→ Exercise input
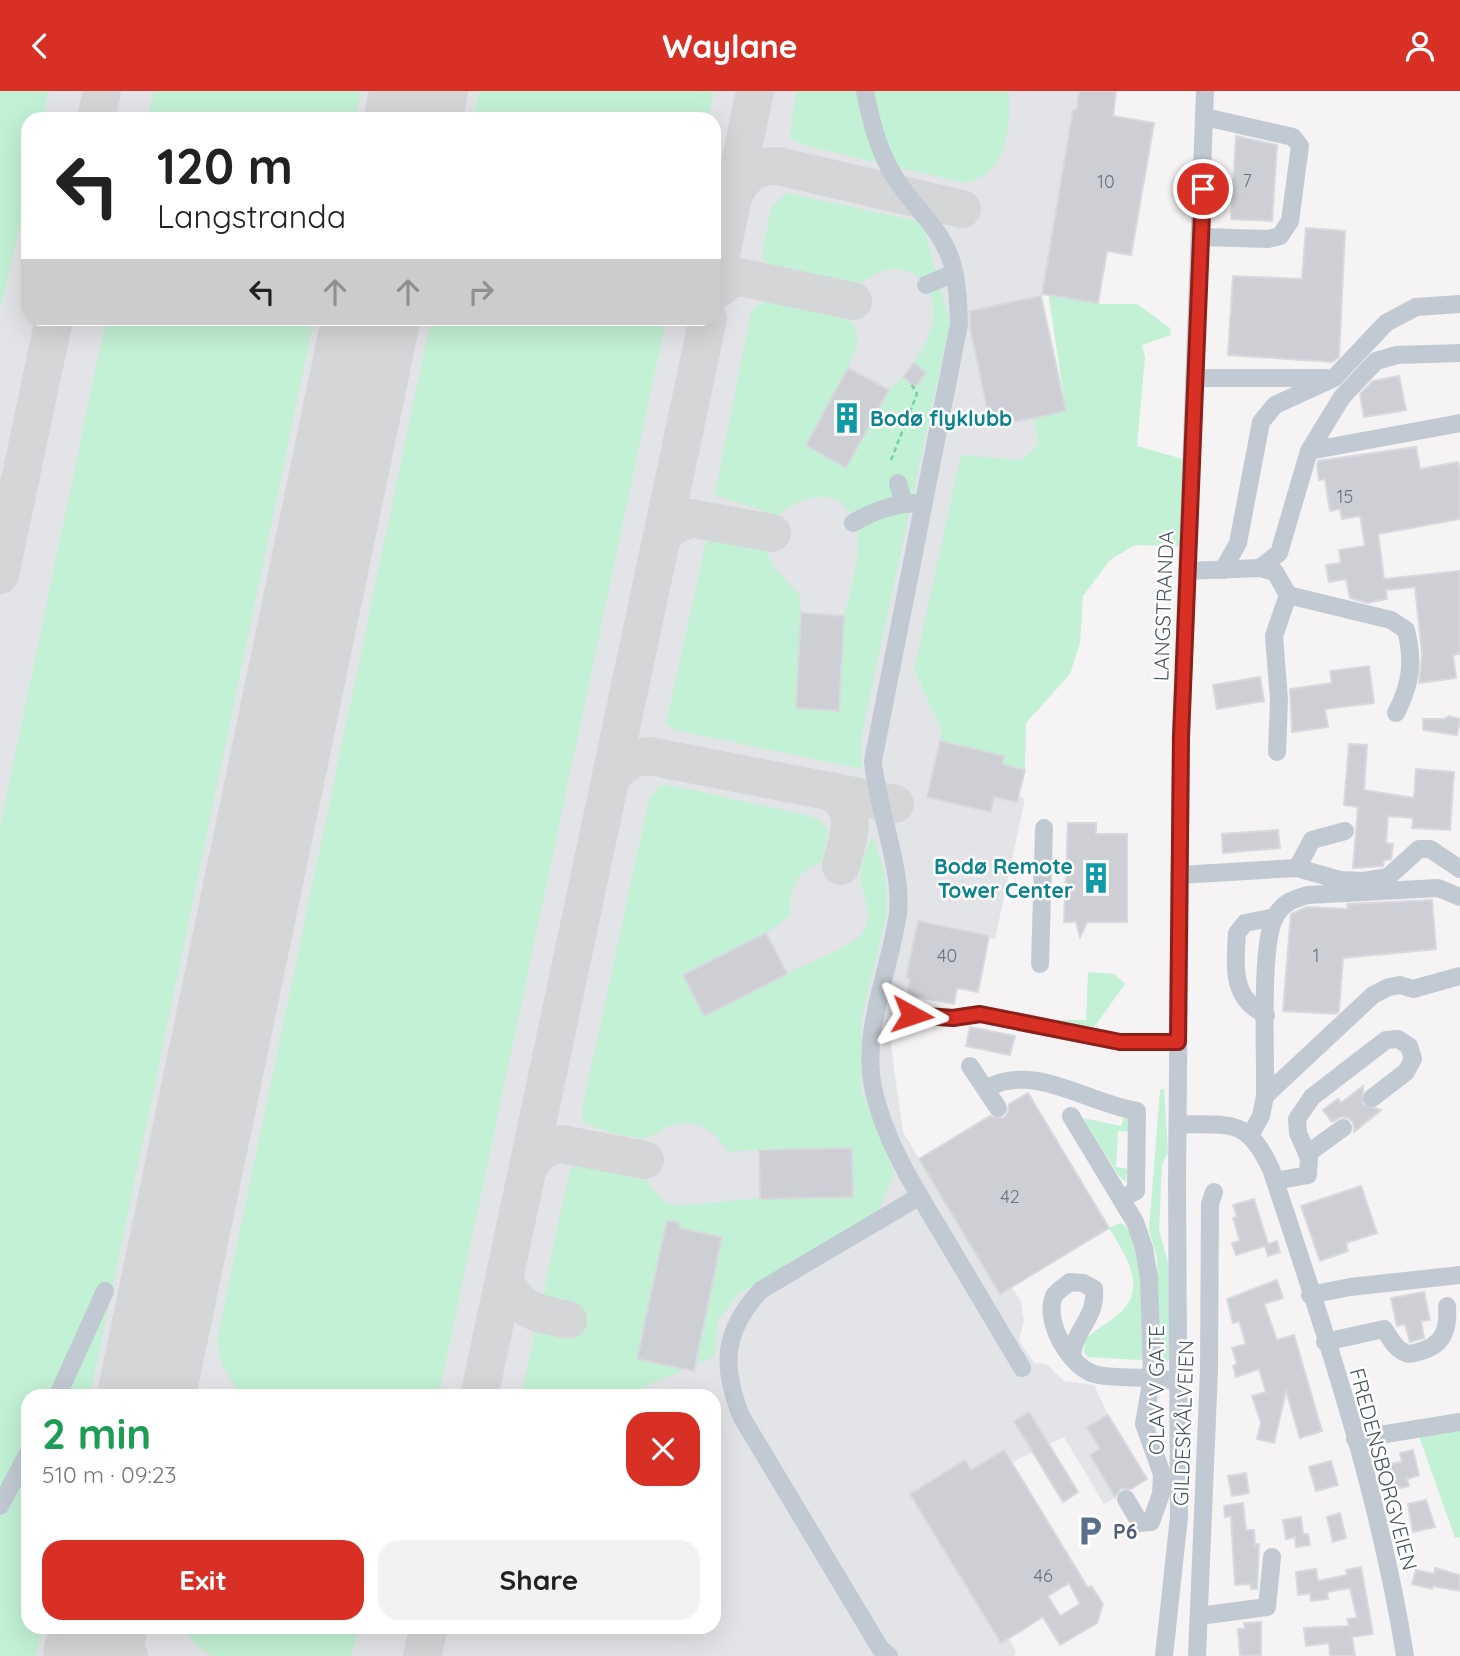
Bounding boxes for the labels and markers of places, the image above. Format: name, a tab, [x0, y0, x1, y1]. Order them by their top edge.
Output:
pin	[1173, 159, 1233, 219]
building icon: Bodø flyklubb	[830, 401, 864, 435]
place label: Bodø flyklubb	[870, 405, 1012, 431]
place label: Bodø Remote Tower Center	[934, 853, 1073, 903]
building icon: Bodø Remote Tower Center	[1079, 861, 1113, 895]
parking icon: P6	[1073, 1514, 1107, 1548]
place label: P6	[1113, 1518, 1137, 1544]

→ About this exercise
From the first line to the last, return the records exactly and leave the pictures behind.

→ Answer to this problem
Bounding boxes for the labels and markers of places, the image above. Format: name, a tab, [x0, y0, x1, y1]. Order them by their top edge.
Output:
pin	[1173, 159, 1233, 219]
building icon: Bodø flyklubb	[830, 401, 864, 435]
place label: Bodø flyklubb	[870, 405, 1012, 431]
place label: Bodø Remote Tower Center	[934, 853, 1073, 903]
building icon: Bodø Remote Tower Center	[1079, 861, 1113, 895]
parking icon: P6	[1073, 1514, 1107, 1548]
place label: P6	[1113, 1518, 1137, 1544]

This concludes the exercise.